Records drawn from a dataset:
....

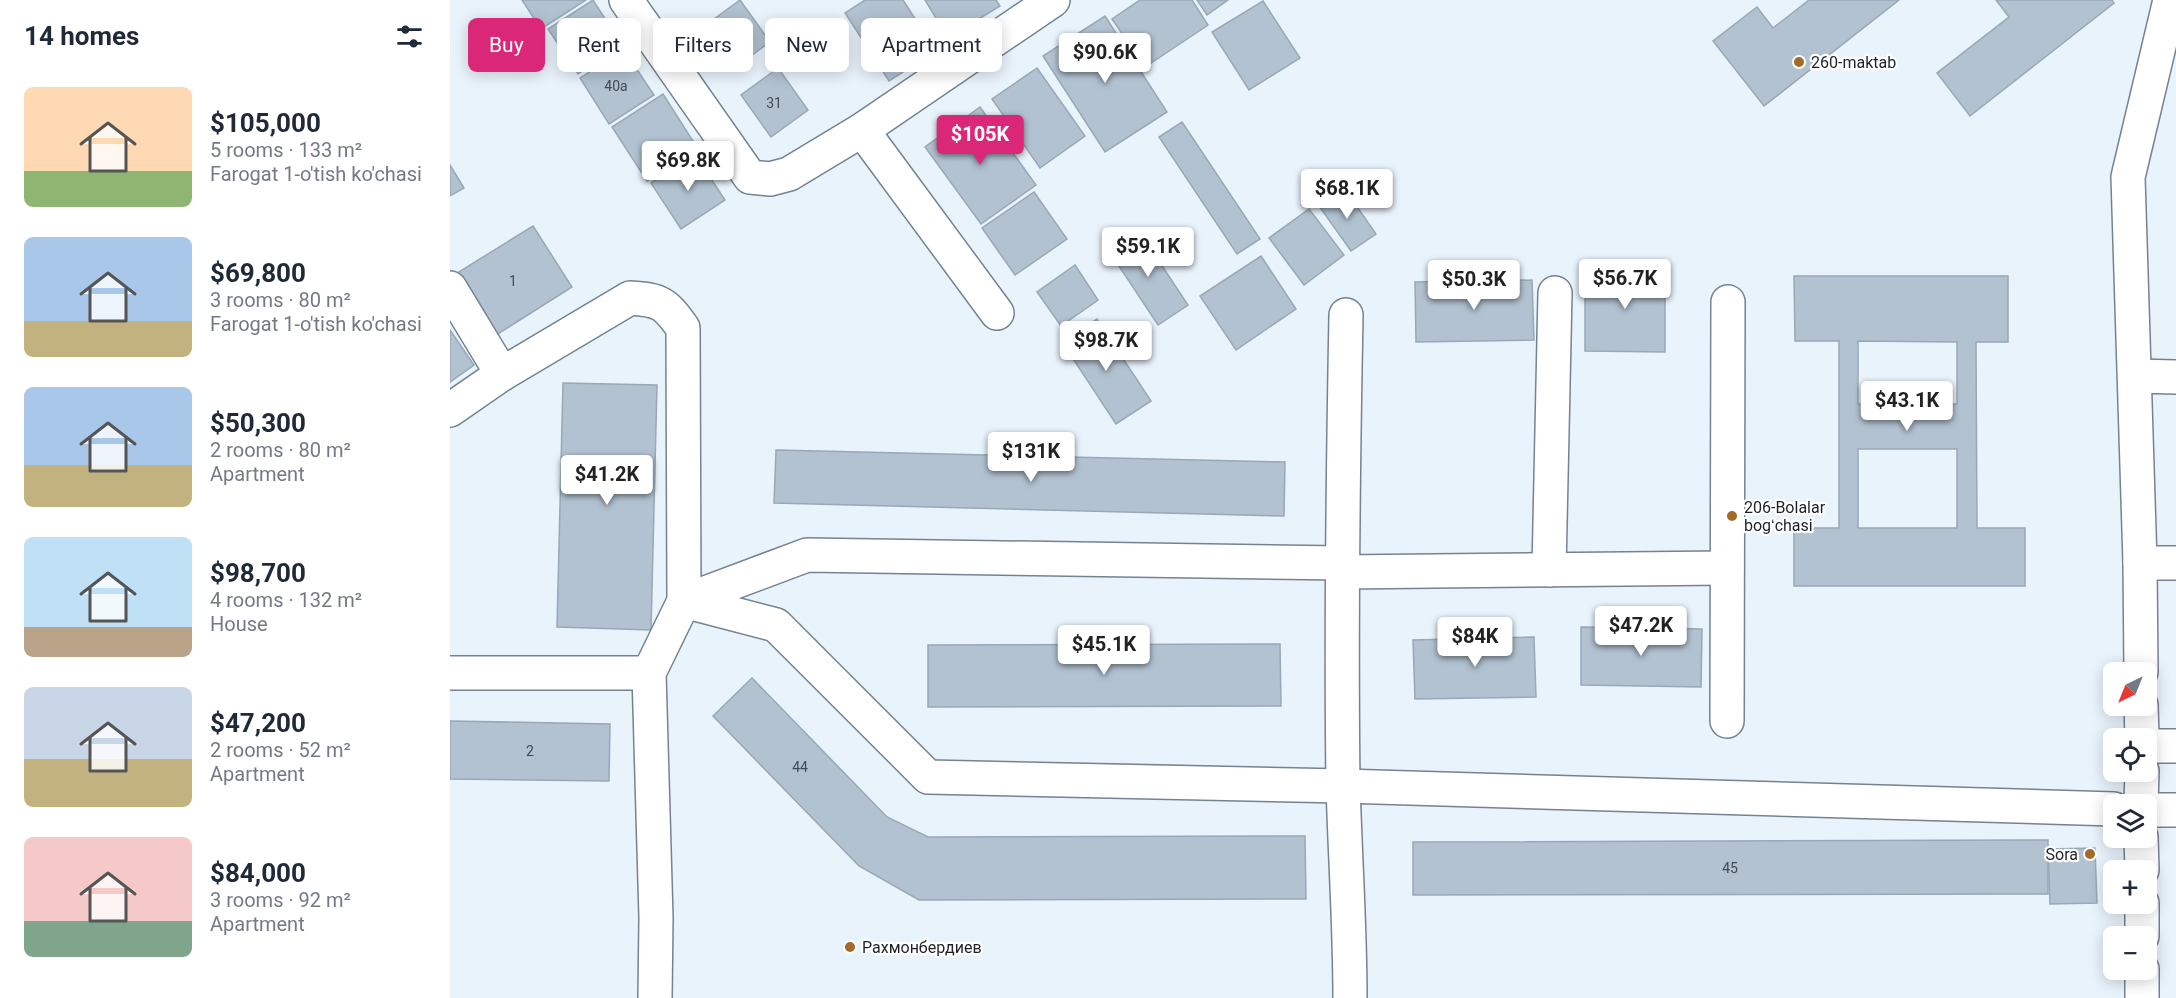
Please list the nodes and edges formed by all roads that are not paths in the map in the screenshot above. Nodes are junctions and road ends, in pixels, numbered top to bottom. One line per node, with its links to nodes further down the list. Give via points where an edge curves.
1 (626, 0): 4 (street, via 750,177 770,179 789,174)
2 (1053, 0): 4 (street)
3 (2170, 0): 11 (street, via 2128,177)
4 (862, 130): 8 (street)
5 (450, 288): 10 (street)
6 (1555, 293): 18 (street)
7 (1728, 302): 17 (street)
8 (997, 313)
9 (1346, 315): 16 (street)
10 (502, 374): 13 (street); 19 (street, via 630,298 654,299 670,310 683,328)
11 (2135, 376): 12 (street); 14 (street)
12 (2176, 377)
13 (450, 410)
14 (2140, 563): 15 (street); 20 (street)
15 (2176, 563)
16 (1342, 568): 18 (street); 19 (street, via 807,555); 26 (street)
17 (1728, 568): 18 (street); 23 (street)
18 (1549, 570)
19 (684, 601): 22 (street); 26 (street, via 776,625 928,777)
20 (2141, 662)
21 (450, 673): 22 (street)
22 (649, 673): 31 (street)
23 (1727, 721)
24 (2176, 746): 25 (street)
25 (2157, 747)
26 (1343, 786): 27 (street); 32 (street)
27 (2103, 809)
28 (2157, 810): 29 (street)
29 (2176, 810)
30 (2142, 980): 33 (street)
31 (655, 998)
32 (1350, 998)
33 (2142, 998)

....

Retype each of the entries above exactly as it appears, with no pictures.

Solution to the problem =>
Please list the nodes and edges formed by all roads that are not paths in the map in the screenshot above. Nodes are junctions and road ends, in pixels, numbered top to bottom. One line per node, with its links to nodes further down the list. Give via points where an edge curves.
1 (626, 0): 4 (street, via 750,177 770,179 789,174)
2 (1053, 0): 4 (street)
3 (2170, 0): 11 (street, via 2128,177)
4 (862, 130): 8 (street)
5 (450, 288): 10 (street)
6 (1555, 293): 18 (street)
7 (1728, 302): 17 (street)
8 (997, 313)
9 (1346, 315): 16 (street)
10 (502, 374): 13 (street); 19 (street, via 630,298 654,299 670,310 683,328)
11 (2135, 376): 12 (street); 14 (street)
12 (2176, 377)
13 (450, 410)
14 (2140, 563): 15 (street); 20 (street)
15 (2176, 563)
16 (1342, 568): 18 (street); 19 (street, via 807,555); 26 (street)
17 (1728, 568): 18 (street); 23 (street)
18 (1549, 570)
19 (684, 601): 22 (street); 26 (street, via 776,625 928,777)
20 (2141, 662)
21 (450, 673): 22 (street)
22 (649, 673): 31 (street)
23 (1727, 721)
24 (2176, 746): 25 (street)
25 (2157, 747)
26 (1343, 786): 27 (street); 32 (street)
27 (2103, 809)
28 (2157, 810): 29 (street)
29 (2176, 810)
30 (2142, 980): 33 (street)
31 (655, 998)
32 (1350, 998)
33 (2142, 998)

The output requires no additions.